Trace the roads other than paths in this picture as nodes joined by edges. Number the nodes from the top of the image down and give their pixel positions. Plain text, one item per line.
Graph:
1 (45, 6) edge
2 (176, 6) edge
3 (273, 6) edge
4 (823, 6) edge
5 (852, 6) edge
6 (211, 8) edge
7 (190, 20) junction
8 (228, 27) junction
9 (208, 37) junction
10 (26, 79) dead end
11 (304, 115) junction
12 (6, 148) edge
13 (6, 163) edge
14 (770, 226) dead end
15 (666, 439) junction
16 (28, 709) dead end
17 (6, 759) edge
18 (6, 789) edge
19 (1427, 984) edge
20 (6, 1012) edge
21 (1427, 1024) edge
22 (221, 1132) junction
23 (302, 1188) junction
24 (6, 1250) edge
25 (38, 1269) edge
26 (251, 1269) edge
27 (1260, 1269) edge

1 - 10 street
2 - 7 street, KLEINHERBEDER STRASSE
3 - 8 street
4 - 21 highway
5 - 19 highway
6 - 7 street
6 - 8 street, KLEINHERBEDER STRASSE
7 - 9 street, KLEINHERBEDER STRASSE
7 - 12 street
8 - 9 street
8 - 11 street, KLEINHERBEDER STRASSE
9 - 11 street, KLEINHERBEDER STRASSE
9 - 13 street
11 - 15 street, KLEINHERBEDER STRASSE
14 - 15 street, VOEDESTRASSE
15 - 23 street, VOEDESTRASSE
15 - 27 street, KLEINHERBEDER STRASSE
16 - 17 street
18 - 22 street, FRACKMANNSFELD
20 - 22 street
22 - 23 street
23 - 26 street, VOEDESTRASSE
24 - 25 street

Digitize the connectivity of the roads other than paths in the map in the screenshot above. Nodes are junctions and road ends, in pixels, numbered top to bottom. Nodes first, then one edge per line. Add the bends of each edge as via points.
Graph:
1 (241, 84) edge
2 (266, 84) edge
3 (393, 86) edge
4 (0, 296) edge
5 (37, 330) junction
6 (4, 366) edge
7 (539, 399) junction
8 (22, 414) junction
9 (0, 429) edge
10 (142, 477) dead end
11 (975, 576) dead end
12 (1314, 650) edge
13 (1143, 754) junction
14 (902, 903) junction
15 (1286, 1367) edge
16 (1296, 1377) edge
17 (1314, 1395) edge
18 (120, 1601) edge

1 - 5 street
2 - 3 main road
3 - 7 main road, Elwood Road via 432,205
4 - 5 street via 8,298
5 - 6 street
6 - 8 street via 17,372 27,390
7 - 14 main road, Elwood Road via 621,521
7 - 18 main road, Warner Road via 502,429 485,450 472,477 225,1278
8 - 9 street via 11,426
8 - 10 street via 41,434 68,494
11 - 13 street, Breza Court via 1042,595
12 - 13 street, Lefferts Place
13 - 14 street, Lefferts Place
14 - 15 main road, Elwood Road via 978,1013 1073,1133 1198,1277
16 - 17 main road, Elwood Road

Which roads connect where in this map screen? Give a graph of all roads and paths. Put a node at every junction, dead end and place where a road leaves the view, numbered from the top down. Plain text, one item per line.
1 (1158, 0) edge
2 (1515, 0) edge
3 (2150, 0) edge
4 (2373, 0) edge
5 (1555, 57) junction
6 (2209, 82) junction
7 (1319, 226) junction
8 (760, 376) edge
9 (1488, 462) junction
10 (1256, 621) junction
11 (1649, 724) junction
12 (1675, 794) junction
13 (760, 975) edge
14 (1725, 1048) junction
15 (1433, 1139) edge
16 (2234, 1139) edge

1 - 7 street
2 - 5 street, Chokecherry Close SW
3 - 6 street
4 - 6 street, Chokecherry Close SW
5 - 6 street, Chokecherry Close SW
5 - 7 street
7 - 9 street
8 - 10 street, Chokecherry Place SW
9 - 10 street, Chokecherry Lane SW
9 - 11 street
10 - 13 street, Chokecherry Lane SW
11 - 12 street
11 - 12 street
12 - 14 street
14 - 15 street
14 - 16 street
------
▶ _What is required_:
From the material above, copy out every line bearing the string "than".

▶ _Solution for this problem_:
Trace the roads other than paths in this picture as nodes joined by edges. Number the nodes from the top of the image down and give their pixel positions. Plain text, one item per line.
Digitize the connectivity of the roads other than paths in the map in the screenshot above. Nodes are junctions and road ends, in pixels, numbered top to bottom. Nodes first, then one edge per line. Add the bends of each edge as via points.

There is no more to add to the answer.